All papers will be automatically processed and added to your knowledge base."
Advanced Techniques
Smart Filename Generation
# The download_pdf tool auto-generates filenames from:
# 1. Article title (if found in metadata)
# 2. URL path (if title unavailable)
# 3. Hash-based unique name (as fallback)

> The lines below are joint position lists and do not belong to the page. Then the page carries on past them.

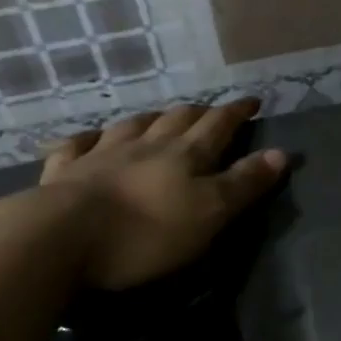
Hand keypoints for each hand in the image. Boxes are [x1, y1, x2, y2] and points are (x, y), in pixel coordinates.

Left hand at [38, 99, 287, 288]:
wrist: (59, 239)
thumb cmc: (146, 232)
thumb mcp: (210, 213)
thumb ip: (244, 183)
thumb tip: (281, 152)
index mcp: (185, 154)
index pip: (219, 124)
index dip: (237, 112)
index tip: (253, 101)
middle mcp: (146, 145)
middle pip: (178, 119)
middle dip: (199, 112)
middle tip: (211, 111)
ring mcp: (102, 155)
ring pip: (132, 126)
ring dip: (152, 119)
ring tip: (160, 117)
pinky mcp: (64, 173)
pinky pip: (77, 146)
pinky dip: (88, 138)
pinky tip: (90, 138)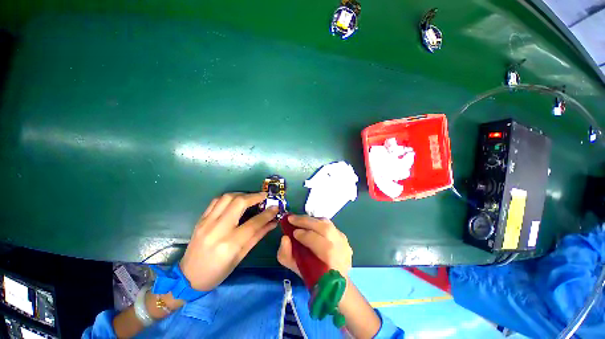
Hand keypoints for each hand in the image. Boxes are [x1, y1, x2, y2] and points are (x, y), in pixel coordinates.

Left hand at [180, 192, 277, 291]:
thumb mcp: (241, 256)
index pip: (254, 223)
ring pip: (227, 198)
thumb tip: (273, 222)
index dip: (267, 213)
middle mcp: (218, 230)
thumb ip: (258, 236)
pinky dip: (229, 197)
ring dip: (242, 194)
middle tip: (264, 196)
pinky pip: (216, 201)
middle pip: (239, 203)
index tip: (276, 207)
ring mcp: (206, 223)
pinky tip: (235, 200)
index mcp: (230, 244)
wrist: (188, 277)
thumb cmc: (218, 271)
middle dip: (254, 196)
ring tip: (251, 197)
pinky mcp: (200, 219)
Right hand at [277, 215, 352, 277]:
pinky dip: (317, 222)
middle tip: (292, 218)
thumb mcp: (295, 268)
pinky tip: (309, 224)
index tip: (292, 232)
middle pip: (324, 228)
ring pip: (327, 224)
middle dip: (306, 221)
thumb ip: (286, 254)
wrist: (334, 280)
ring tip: (299, 220)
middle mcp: (340, 248)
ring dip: (311, 220)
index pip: (318, 243)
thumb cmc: (313, 276)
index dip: (304, 235)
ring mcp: (344, 241)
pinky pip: (329, 225)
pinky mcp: (344, 236)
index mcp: (330, 262)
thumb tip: (285, 238)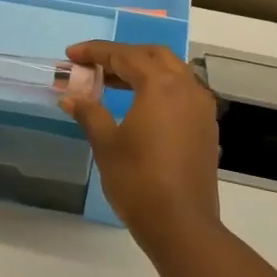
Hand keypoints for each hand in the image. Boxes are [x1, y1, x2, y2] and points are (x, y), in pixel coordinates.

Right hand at [59, 41, 221, 249]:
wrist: (181, 224)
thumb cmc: (138, 181)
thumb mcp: (107, 145)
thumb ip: (89, 113)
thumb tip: (70, 96)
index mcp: (161, 85)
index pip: (125, 56)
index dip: (95, 52)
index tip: (71, 55)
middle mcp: (187, 87)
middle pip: (153, 56)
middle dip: (122, 55)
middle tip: (93, 66)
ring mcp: (201, 108)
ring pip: (172, 72)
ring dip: (142, 70)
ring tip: (111, 83)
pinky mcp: (206, 127)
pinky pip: (183, 92)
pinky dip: (159, 88)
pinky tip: (140, 106)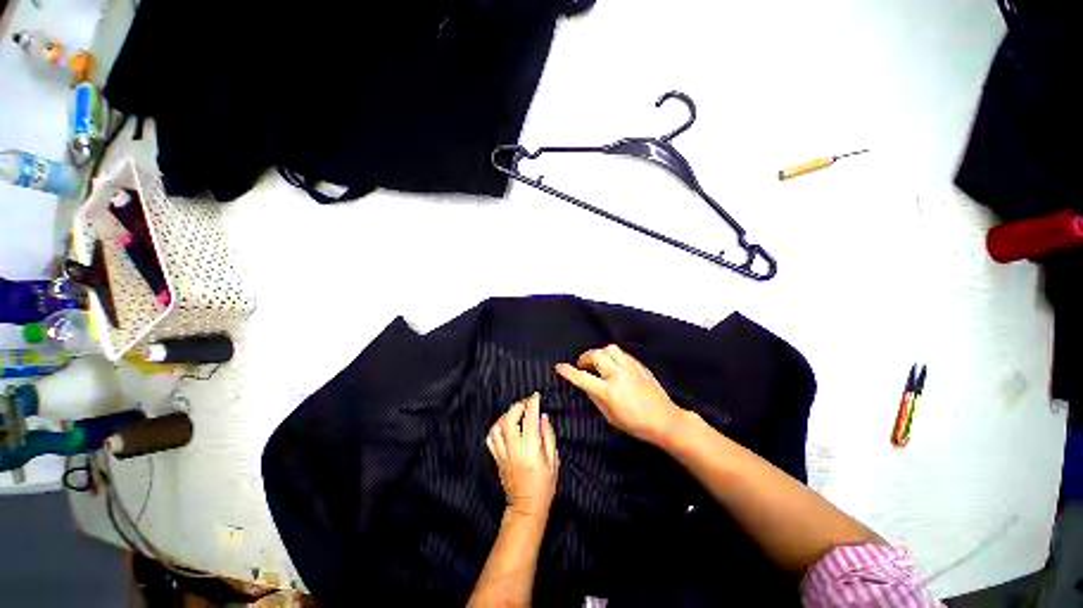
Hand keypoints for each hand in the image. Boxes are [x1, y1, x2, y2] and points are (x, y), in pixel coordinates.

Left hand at [486, 392, 559, 518]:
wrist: (527, 507)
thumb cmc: (544, 486)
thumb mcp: (553, 460)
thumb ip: (549, 436)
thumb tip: (543, 417)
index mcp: (531, 449)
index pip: (530, 418)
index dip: (532, 403)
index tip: (536, 396)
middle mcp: (515, 449)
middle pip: (509, 419)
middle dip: (518, 406)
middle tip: (526, 403)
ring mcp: (503, 454)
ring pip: (497, 427)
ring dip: (506, 415)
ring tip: (515, 412)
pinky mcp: (497, 459)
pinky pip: (491, 439)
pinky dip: (496, 427)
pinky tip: (504, 425)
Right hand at [555, 344, 683, 444]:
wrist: (664, 419)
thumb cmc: (636, 423)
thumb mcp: (610, 416)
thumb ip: (595, 397)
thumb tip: (585, 385)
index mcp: (608, 392)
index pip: (582, 377)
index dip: (568, 371)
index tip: (559, 367)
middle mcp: (618, 375)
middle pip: (595, 355)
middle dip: (585, 358)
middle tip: (583, 365)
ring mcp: (629, 367)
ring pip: (609, 348)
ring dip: (599, 353)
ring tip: (598, 363)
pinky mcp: (638, 365)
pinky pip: (621, 353)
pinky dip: (612, 356)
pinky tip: (613, 365)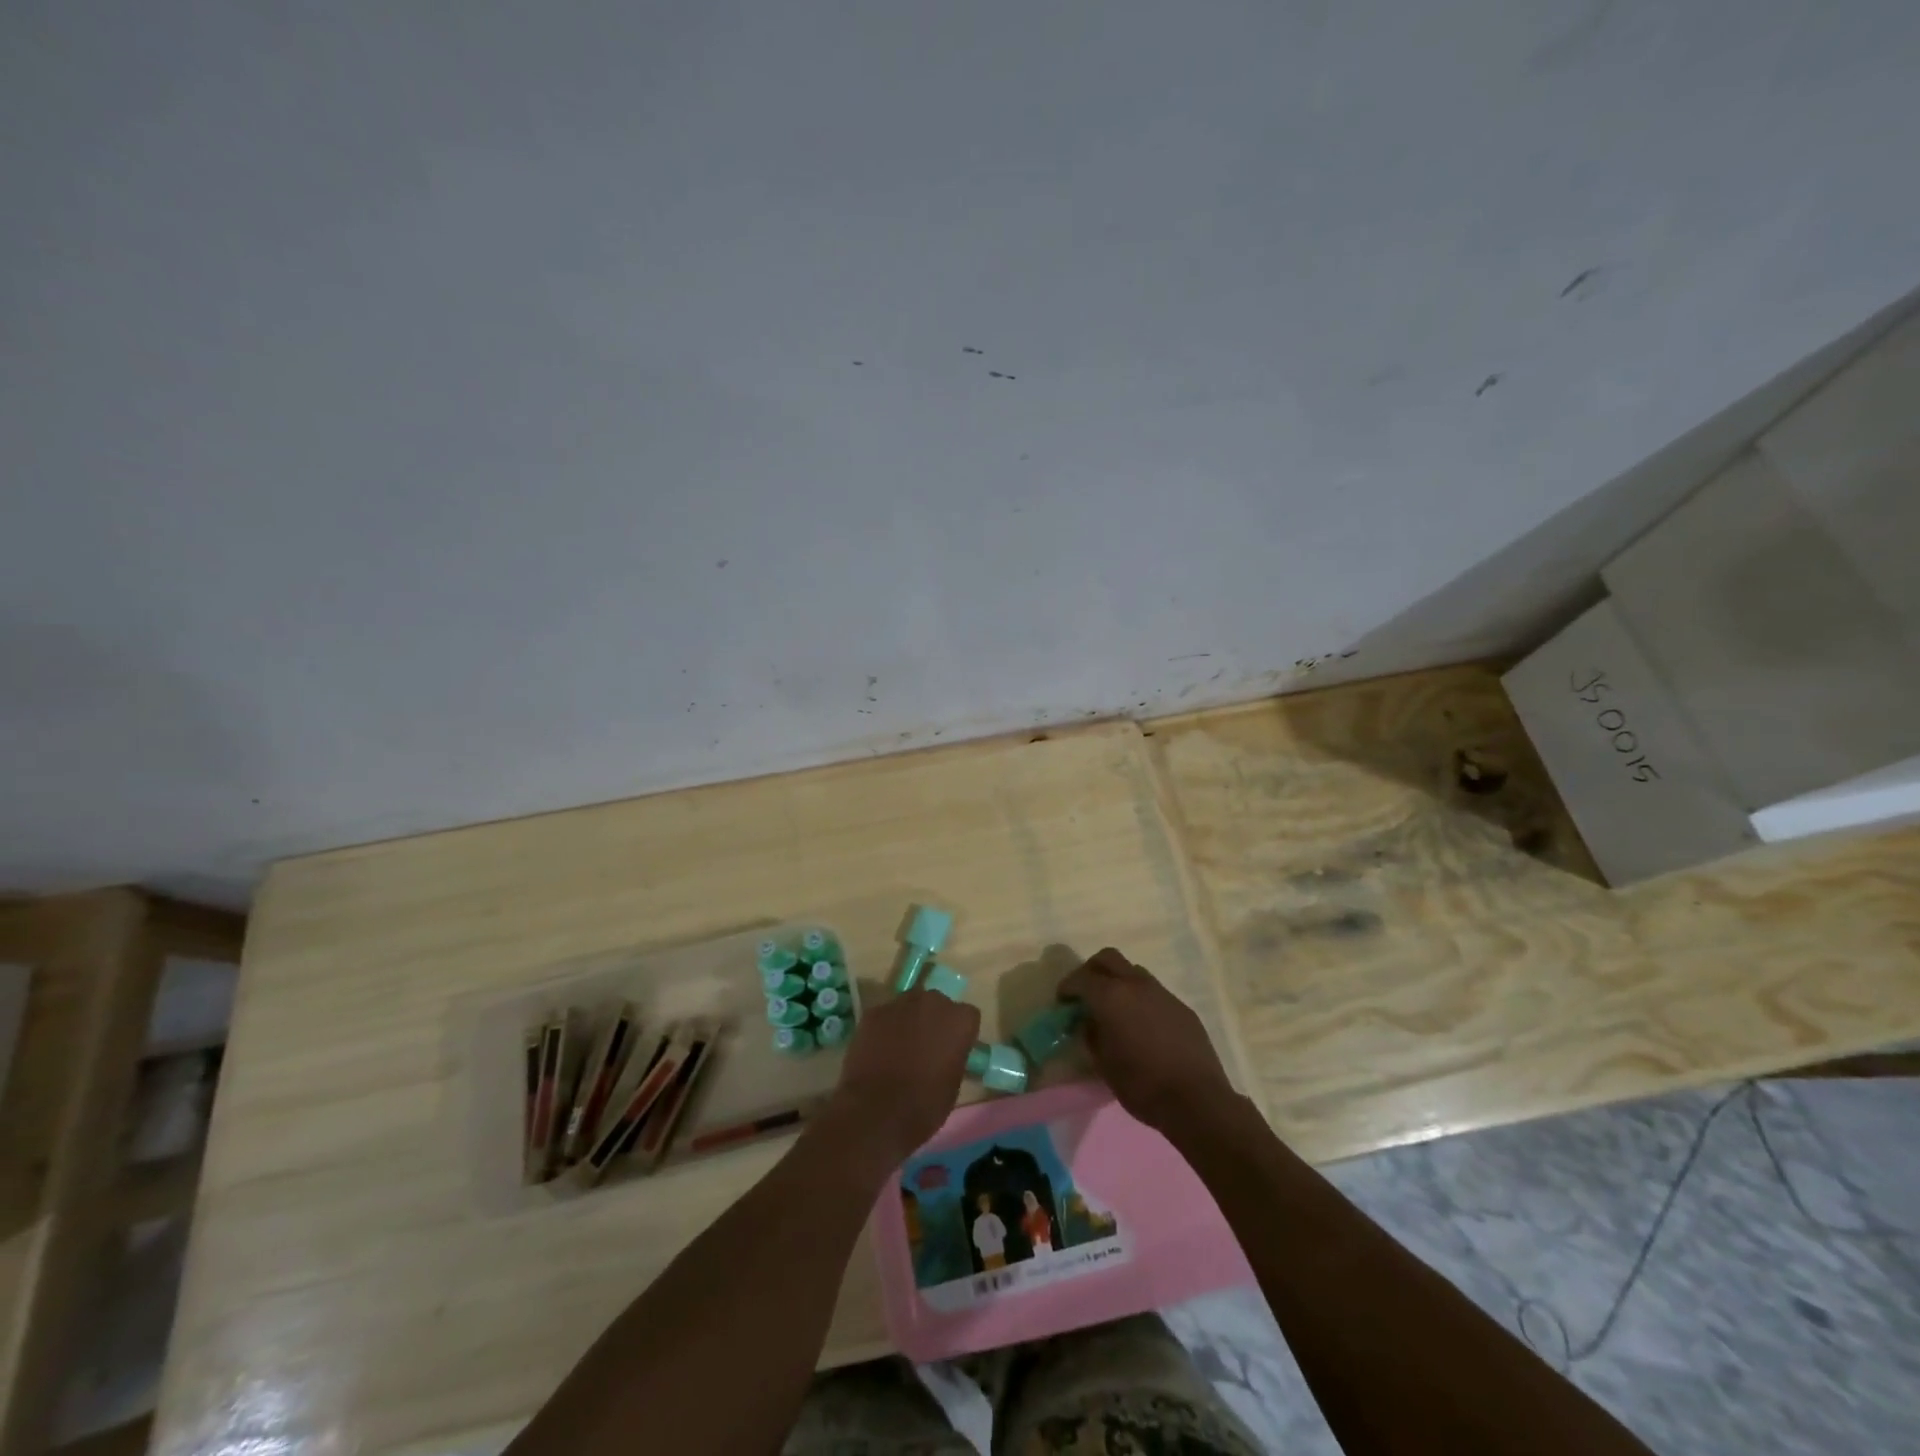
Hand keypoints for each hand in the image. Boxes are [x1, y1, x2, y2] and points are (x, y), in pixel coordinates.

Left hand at [830, 989, 980, 1163]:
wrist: (876, 1113)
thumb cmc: (924, 1105)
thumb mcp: (953, 1083)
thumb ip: (953, 1056)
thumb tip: (945, 1052)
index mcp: (959, 1020)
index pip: (967, 1016)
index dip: (959, 1033)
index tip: (952, 1050)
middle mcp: (932, 1002)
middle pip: (936, 1004)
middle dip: (933, 1020)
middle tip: (926, 1046)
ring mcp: (899, 1004)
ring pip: (909, 1005)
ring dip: (908, 1020)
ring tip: (899, 1048)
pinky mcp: (872, 1013)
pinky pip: (885, 1016)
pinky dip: (884, 1028)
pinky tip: (878, 1051)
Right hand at [1059, 947, 1234, 1133]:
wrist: (1197, 1100)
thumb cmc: (1142, 1085)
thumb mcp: (1104, 1064)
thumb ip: (1092, 1035)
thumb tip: (1090, 1022)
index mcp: (1111, 996)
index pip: (1081, 978)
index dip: (1067, 987)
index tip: (1062, 1001)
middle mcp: (1136, 985)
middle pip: (1108, 958)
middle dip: (1092, 971)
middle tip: (1085, 993)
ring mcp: (1162, 993)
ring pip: (1133, 972)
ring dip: (1119, 982)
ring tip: (1115, 1009)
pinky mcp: (1181, 1007)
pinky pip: (1154, 992)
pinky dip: (1140, 999)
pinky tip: (1142, 1025)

# You can override with custom filename:
download_pdf(
source="https://arxiv.org/pdf/2401.12345.pdf",
filename="MyResearch_ReinforcementLearning_2024.pdf"
)
Error Handling
# If direct download fails, try locating the PDF first
# Attempt primary source
pdf = locate_pdf(doi="10.xxxx/xxxxx")
download_pdf(source=pdf.url)
# If locate fails, try Letta's web_search to find alternative URLs
Source Priority
When locating PDFs, the system tries sources in this order:
- arXiv - Fast, reliable, open access
- DOI resolver - Authoritative, may require access
- Semantic Scholar - Good metadata, open access tracking
- PubMed Central - Life sciences, open access
- ACM/IEEE - Conference papers (may require access)
Best Practices
Download Strategy
- Handle errors: Not all papers are openly accessible
- Respect limits: Don't overwhelm servers with requests
- Check duplicates: Tool detects existing files automatically
- Use arXiv/DOI when available: Most reliable sources
Search Strategy (using Letta web_search)
- Be specific: Include domain terms, years, venues
- Use filters: Add "filetype:pdf" or "site:arxiv.org"

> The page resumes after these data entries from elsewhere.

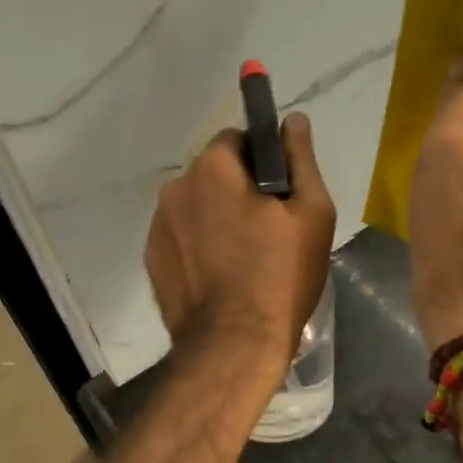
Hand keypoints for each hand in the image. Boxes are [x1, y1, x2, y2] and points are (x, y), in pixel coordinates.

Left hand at [145, 114, 336, 375]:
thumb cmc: (279, 275)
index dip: (261, 160)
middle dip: (236, 188)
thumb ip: (301, 159)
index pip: (236, 139)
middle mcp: (175, 188)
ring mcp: (157, 225)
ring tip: (241, 257)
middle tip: (266, 229)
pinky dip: (197, 244)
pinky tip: (218, 274)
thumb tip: (294, 119)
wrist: (233, 344)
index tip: (278, 192)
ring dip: (214, 217)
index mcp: (212, 168)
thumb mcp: (310, 213)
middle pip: (212, 173)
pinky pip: (180, 236)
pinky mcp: (151, 258)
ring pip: (194, 206)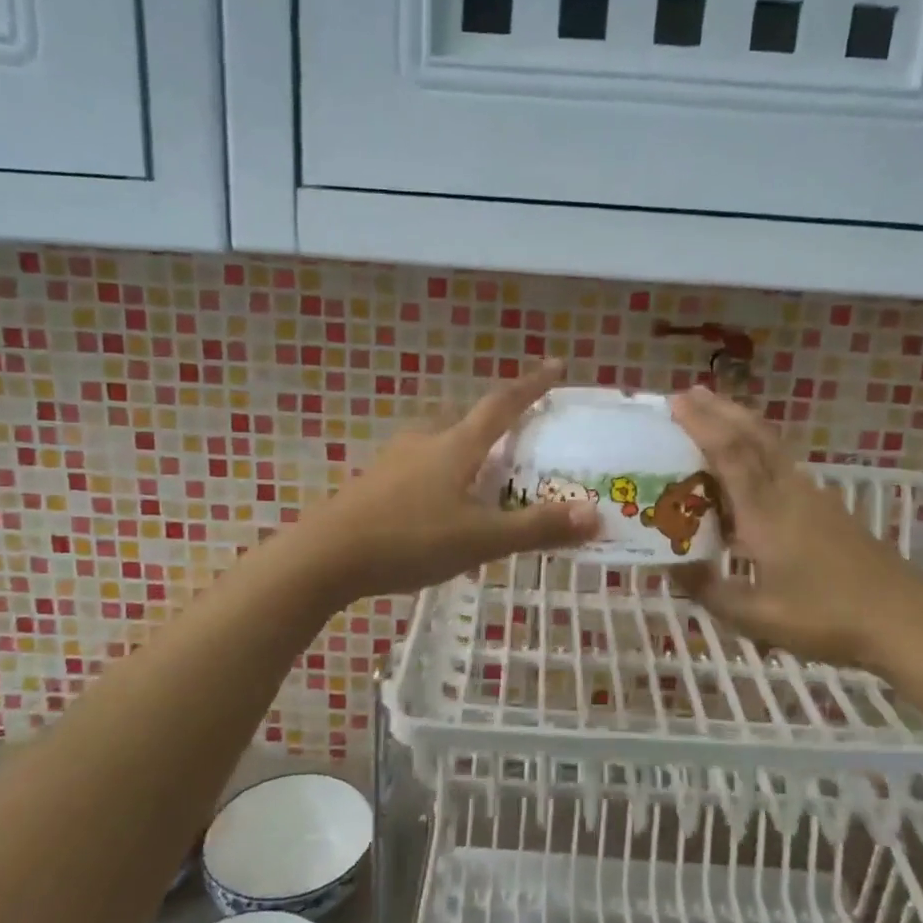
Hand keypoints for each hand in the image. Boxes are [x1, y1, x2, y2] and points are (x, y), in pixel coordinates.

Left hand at [292, 361, 599, 603]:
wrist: (325, 556)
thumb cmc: (410, 540)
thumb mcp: (480, 539)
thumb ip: (536, 527)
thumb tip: (597, 513)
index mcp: (456, 445)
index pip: (502, 404)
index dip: (532, 385)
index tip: (556, 365)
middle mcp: (425, 441)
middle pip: (466, 420)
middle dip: (494, 422)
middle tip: (517, 437)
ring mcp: (394, 460)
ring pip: (439, 443)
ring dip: (464, 449)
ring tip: (482, 474)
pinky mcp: (374, 482)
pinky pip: (419, 465)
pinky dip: (440, 473)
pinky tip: (439, 504)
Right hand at [669, 386, 922, 669]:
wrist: (904, 621)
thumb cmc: (827, 618)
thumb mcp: (757, 617)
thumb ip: (709, 589)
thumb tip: (670, 565)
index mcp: (766, 513)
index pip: (730, 454)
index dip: (702, 424)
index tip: (675, 401)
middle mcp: (788, 492)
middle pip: (753, 435)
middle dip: (720, 409)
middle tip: (687, 393)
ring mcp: (812, 496)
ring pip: (771, 445)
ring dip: (740, 424)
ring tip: (713, 415)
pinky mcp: (826, 507)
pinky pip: (782, 463)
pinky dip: (757, 448)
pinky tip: (748, 466)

- Iterate: Refine search based on initial results
Common Pitfalls
❌ Don't:
- Search for papers already in knowledge base (use existing tools)
- Use overly broad search queries
- Download papers without checking for duplicates
✅ Do:
- Check knowledge base first with
search_articles - Use specific, targeted search queries with Letta web_search
- Let the download tool handle duplicate detection
- Trust the PDF monitor service for processing
Integration with Other Skills
Online Research → Deep Research
1. Use Letta web_search to find papers
2. Use download_pdf to save them
3. Wait for auto-processing
4. Use read_full_article to deeply read the papers
5. Keep reading related papers to fill knowledge gaps
6. Use deep-research tools to analyze and synthesize
Online Research → Knowledge Base
1. web_search (Letta) → find papers
2. download_pdf → save to vault
3. (auto-processing by monitor service)
4. read_full_article → deeply read the processed papers
5. Now accessible via all knowledge base tools
Learning from External Web Content
1. web_search (Letta) → find web articles, blogs, documentation
2. fetch_webpage (Letta) → read the full content
3. Learn from the article, take notes
4. Identify gaps in understanding
5. Keep reading more sources until you understand
Quick Reference
Fastest Path: arXiv Paper
download_pdf(source="2401.12345") # Just the arXiv ID
→ Auto-processed by monitor service
Fastest Path: DOI
download_pdf(source="10.1145/xxxxx")
→ Auto-processed by monitor service
Fastest Path: Direct URL
download_pdf(source="https://arxiv.org/pdf/2401.12345.pdf")
→ Auto-processed by monitor service
Discovery Workflow
web_search (Letta) → locate_pdf → download_pdf → (auto-processing)
Summary
This skill empowers you to:
- Locate PDFs from DOIs, arXiv IDs, or titles
- Download papers directly to the vault
- Auto-process via the PDF monitor service
Use this skill as the first step in any research workflow that requires accessing papers not yet in the knowledge base. Once papers are downloaded and processed, switch to deep-research or knowledge-base-qa skills for analysis.